* **RECORDS SUPPLIED**
'''

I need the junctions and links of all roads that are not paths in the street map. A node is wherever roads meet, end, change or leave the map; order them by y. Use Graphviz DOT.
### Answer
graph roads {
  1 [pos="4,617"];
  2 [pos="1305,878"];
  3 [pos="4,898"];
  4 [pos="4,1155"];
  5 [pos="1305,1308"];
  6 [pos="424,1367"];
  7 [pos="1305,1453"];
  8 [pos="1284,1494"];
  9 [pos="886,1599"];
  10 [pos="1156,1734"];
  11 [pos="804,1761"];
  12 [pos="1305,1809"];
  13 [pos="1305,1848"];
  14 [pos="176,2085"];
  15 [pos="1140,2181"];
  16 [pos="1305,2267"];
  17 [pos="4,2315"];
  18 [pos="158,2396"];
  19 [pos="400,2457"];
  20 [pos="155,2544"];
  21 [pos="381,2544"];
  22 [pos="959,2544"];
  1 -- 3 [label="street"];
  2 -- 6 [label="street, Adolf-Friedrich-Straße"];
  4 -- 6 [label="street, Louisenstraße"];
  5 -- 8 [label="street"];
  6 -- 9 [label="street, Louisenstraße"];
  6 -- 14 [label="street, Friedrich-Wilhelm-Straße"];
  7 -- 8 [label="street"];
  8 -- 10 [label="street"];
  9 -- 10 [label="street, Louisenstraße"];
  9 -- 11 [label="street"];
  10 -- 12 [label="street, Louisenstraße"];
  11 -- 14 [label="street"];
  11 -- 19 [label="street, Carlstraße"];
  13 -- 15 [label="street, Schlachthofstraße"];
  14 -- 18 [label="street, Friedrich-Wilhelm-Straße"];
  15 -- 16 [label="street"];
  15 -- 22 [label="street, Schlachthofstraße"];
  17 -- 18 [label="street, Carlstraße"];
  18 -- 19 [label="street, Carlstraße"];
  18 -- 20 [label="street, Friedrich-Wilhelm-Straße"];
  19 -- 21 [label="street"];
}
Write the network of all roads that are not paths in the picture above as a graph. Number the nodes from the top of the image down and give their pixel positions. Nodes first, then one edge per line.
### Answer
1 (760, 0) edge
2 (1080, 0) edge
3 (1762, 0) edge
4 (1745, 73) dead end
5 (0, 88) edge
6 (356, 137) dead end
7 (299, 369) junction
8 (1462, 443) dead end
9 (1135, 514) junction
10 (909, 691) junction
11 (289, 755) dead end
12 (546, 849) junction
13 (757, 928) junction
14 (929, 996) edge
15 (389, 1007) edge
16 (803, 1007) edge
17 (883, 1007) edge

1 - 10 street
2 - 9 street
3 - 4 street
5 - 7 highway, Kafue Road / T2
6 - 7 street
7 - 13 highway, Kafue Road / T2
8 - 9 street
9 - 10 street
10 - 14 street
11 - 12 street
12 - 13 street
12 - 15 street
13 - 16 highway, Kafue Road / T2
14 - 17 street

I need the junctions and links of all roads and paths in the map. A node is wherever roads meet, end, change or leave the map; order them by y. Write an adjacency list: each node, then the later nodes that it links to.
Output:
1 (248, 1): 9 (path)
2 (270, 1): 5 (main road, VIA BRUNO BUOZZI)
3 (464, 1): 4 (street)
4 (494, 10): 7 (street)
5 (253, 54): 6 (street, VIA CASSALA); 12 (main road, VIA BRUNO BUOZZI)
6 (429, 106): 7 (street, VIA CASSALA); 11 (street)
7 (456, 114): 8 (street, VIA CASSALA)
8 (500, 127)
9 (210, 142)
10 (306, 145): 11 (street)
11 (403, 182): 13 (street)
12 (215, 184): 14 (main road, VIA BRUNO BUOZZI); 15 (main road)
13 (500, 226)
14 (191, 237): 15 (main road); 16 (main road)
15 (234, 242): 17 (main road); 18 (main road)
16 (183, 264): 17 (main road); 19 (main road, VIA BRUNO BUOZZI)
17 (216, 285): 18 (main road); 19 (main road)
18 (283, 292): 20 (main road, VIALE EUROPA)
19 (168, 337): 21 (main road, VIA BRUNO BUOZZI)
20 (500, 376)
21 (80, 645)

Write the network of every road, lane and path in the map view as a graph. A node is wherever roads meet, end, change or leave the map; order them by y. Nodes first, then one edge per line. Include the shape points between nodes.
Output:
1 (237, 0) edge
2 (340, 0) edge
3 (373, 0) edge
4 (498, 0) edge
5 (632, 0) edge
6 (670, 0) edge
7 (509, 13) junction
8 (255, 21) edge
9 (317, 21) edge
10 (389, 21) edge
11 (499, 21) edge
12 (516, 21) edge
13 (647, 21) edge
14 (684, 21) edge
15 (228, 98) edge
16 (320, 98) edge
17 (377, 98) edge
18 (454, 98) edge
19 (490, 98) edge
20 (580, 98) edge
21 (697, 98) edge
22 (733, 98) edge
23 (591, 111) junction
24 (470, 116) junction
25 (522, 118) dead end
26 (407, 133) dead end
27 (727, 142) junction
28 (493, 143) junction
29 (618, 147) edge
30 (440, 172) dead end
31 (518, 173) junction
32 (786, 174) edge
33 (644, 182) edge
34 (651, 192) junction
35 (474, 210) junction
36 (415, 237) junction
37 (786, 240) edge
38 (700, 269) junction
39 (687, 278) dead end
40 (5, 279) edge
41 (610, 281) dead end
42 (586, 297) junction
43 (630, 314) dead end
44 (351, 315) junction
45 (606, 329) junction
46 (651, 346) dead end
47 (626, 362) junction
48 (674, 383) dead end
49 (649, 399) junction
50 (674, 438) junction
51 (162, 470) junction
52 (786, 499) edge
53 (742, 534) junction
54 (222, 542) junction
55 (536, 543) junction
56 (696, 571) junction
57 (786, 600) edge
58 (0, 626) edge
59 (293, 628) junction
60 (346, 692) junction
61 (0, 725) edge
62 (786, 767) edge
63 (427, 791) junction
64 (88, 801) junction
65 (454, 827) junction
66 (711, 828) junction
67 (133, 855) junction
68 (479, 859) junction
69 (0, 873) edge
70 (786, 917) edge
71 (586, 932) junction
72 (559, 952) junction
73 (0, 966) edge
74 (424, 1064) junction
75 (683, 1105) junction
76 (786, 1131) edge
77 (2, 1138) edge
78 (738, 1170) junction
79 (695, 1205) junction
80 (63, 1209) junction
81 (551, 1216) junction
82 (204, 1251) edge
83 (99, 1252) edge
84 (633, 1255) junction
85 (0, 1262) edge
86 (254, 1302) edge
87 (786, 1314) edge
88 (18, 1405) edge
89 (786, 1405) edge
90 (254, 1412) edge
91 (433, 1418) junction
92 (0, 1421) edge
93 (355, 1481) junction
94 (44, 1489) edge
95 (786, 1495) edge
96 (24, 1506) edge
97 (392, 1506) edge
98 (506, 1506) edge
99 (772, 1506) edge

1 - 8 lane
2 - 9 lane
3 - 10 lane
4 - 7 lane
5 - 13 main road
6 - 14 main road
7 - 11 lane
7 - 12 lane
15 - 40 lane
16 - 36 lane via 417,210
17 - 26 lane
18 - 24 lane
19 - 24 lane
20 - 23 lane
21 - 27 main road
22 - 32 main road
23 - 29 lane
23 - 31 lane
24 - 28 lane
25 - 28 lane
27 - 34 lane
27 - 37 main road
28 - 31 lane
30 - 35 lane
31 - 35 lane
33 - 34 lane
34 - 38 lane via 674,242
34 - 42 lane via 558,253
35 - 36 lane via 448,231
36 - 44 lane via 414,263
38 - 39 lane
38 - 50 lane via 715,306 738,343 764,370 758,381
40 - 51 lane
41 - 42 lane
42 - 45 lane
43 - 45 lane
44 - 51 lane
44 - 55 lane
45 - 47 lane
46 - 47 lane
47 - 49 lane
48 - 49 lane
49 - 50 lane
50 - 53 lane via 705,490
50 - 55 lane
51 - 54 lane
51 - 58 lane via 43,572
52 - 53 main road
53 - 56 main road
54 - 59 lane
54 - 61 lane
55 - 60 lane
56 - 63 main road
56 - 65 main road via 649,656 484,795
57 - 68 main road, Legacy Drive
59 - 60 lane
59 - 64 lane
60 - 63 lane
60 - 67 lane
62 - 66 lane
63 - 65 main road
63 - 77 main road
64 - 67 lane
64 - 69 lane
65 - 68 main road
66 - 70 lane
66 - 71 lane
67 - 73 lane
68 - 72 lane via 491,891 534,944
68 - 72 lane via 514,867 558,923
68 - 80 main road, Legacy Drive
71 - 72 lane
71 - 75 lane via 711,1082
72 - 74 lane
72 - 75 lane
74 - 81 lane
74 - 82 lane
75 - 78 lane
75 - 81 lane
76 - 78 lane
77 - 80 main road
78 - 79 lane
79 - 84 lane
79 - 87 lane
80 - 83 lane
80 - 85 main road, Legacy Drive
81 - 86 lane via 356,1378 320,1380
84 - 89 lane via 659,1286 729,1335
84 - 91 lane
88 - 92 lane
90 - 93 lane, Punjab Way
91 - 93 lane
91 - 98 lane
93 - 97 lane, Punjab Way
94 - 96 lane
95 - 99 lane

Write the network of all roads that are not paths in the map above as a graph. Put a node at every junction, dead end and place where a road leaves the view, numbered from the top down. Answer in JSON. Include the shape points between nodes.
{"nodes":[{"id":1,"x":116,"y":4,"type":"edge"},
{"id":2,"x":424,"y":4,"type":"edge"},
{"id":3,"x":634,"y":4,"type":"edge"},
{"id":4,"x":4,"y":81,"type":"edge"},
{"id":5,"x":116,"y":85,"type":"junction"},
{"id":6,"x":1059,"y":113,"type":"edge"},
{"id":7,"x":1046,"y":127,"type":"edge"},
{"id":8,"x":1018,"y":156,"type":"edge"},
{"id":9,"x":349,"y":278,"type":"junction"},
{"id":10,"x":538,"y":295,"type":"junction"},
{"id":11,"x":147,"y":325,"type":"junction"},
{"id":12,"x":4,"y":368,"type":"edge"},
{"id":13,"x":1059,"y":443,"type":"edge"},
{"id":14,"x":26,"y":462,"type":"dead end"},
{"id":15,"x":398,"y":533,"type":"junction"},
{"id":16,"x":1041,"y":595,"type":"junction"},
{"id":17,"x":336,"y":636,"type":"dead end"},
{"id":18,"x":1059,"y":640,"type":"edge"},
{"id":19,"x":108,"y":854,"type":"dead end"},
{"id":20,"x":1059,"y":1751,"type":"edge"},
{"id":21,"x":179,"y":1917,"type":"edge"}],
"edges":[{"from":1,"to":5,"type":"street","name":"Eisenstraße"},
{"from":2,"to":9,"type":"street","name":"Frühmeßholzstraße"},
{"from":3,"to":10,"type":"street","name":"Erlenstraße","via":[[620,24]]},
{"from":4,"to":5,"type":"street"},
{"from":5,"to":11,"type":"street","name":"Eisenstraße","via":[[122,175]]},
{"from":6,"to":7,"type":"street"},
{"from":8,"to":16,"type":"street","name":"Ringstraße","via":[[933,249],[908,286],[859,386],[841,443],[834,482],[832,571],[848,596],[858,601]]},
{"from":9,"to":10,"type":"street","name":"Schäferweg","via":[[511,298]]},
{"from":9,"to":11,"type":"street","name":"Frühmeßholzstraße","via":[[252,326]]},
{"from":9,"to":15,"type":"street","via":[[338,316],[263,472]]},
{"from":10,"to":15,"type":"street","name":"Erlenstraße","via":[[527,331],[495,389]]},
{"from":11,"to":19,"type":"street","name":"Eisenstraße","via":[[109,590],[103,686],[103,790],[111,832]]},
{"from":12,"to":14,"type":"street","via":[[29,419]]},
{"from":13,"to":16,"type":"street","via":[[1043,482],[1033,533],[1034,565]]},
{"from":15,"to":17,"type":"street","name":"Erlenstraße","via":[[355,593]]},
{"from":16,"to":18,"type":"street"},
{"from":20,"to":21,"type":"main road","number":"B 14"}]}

'''

* **ACTIVITY**
When a line of the data holds the string "Erlenstraße", pick it out and copy it.

* **RESPONSE BOX**
{"from":3,"to":10,"type":"street","name":"Erlenstraße","via":[[620,24]]},
{"from":10,"to":15,"type":"street","name":"Erlenstraße","via":[[527,331],[495,389]]},
{"from":15,"to":17,"type":"street","name":"Erlenstraße","via":[[355,593]]},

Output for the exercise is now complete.